§ **ACTION ITEM**: Each record below must be written out again in exactly the same form.

§ **RECORD EXCERPTS**:
^^^^^^^^^^^^^^^^

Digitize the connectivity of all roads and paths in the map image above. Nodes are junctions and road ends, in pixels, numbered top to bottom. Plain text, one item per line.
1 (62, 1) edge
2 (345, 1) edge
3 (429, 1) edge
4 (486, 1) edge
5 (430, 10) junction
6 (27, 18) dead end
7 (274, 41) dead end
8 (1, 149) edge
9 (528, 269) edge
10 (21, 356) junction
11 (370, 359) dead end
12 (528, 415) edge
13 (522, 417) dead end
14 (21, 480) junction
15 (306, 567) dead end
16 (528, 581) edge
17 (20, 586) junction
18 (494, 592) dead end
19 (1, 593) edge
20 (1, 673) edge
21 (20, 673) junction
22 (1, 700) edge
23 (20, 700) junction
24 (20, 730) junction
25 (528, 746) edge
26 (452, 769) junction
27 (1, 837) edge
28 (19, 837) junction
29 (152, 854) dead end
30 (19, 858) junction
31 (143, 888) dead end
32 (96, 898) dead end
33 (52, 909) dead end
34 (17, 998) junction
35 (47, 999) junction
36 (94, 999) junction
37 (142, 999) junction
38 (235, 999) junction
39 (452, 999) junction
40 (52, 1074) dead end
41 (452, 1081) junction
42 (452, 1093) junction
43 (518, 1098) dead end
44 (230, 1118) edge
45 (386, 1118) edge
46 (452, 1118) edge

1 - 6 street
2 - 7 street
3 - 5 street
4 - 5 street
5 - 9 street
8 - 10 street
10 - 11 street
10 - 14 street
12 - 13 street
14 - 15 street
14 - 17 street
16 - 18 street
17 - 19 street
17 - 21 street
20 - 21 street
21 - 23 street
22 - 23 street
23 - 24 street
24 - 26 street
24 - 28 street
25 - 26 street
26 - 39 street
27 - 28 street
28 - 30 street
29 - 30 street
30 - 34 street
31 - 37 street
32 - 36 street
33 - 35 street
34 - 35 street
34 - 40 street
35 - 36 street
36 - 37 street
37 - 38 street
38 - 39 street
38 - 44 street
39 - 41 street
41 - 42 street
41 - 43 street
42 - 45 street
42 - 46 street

^^^^^^^^^^^^^^^^

§ **OUTPUT**:
Digitize the connectivity of all roads and paths in the map image above. Nodes are junctions and road ends, in pixels, numbered top to bottom. Plain text, one item per line.
1 (62, 1) edge
2 (345, 1) edge
3 (429, 1) edge
4 (486, 1) edge
5 (430, 10) junction
6 (27, 18) dead end
7 (274, 41) dead end
8 (1, 149) edge
9 (528, 269) edge
10 (21, 356) junction
11 (370, 359) dead end
12 (528, 415) edge
13 (522, 417) dead end
14 (21, 480) junction
15 (306, 567) dead end
16 (528, 581) edge
17 (20, 586) junction
18 (494, 592) dead end
19 (1, 593) edge
20 (1, 673) edge
21 (20, 673) junction
22 (1, 700) edge
23 (20, 700) junction
24 (20, 730) junction
25 (528, 746) edge
26 (452, 769) junction
27 (1, 837) edge
28 (19, 837) junction
29 (152, 854) dead end
30 (19, 858) junction
31 (143, 888) dead end
32 (96, 898) dead end
33 (52, 909) dead end
34 (17, 998) junction
35 (47, 999) junction
36 (94, 999) junction
37 (142, 999) junction
38 (235, 999) junction
39 (452, 999) junction
40 (52, 1074) dead end
41 (452, 1081) junction
42 (452, 1093) junction
43 (518, 1098) dead end
44 (230, 1118) edge
45 (386, 1118) edge
46 (452, 1118) edge

1 - 6 street
2 - 7 street
3 - 5 street
4 - 5 street
5 - 9 street
8 - 10 street
10 - 11 street
10 - 14 street
12 - 13 street
14 - 15 street
14 - 17 street
16 - 18 street
17 - 19 street
17 - 21 street
20 - 21 street
21 - 23 street
22 - 23 street
23 - 24 street
24 - 26 street
24 - 28 street
25 - 26 street
26 - 39 street
27 - 28 street
28 - 30 street
29 - 30 street
30 - 34 street
31 - 37 street
32 - 36 street
33 - 35 street
34 - 35 street
34 - 40 street
35 - 36 street
36 - 37 street
37 - 38 street
38 - 39 street
38 - 44 street
39 - 41 street
41 - 42 street
41 - 43 street
42 - 45 street
42 - 46 street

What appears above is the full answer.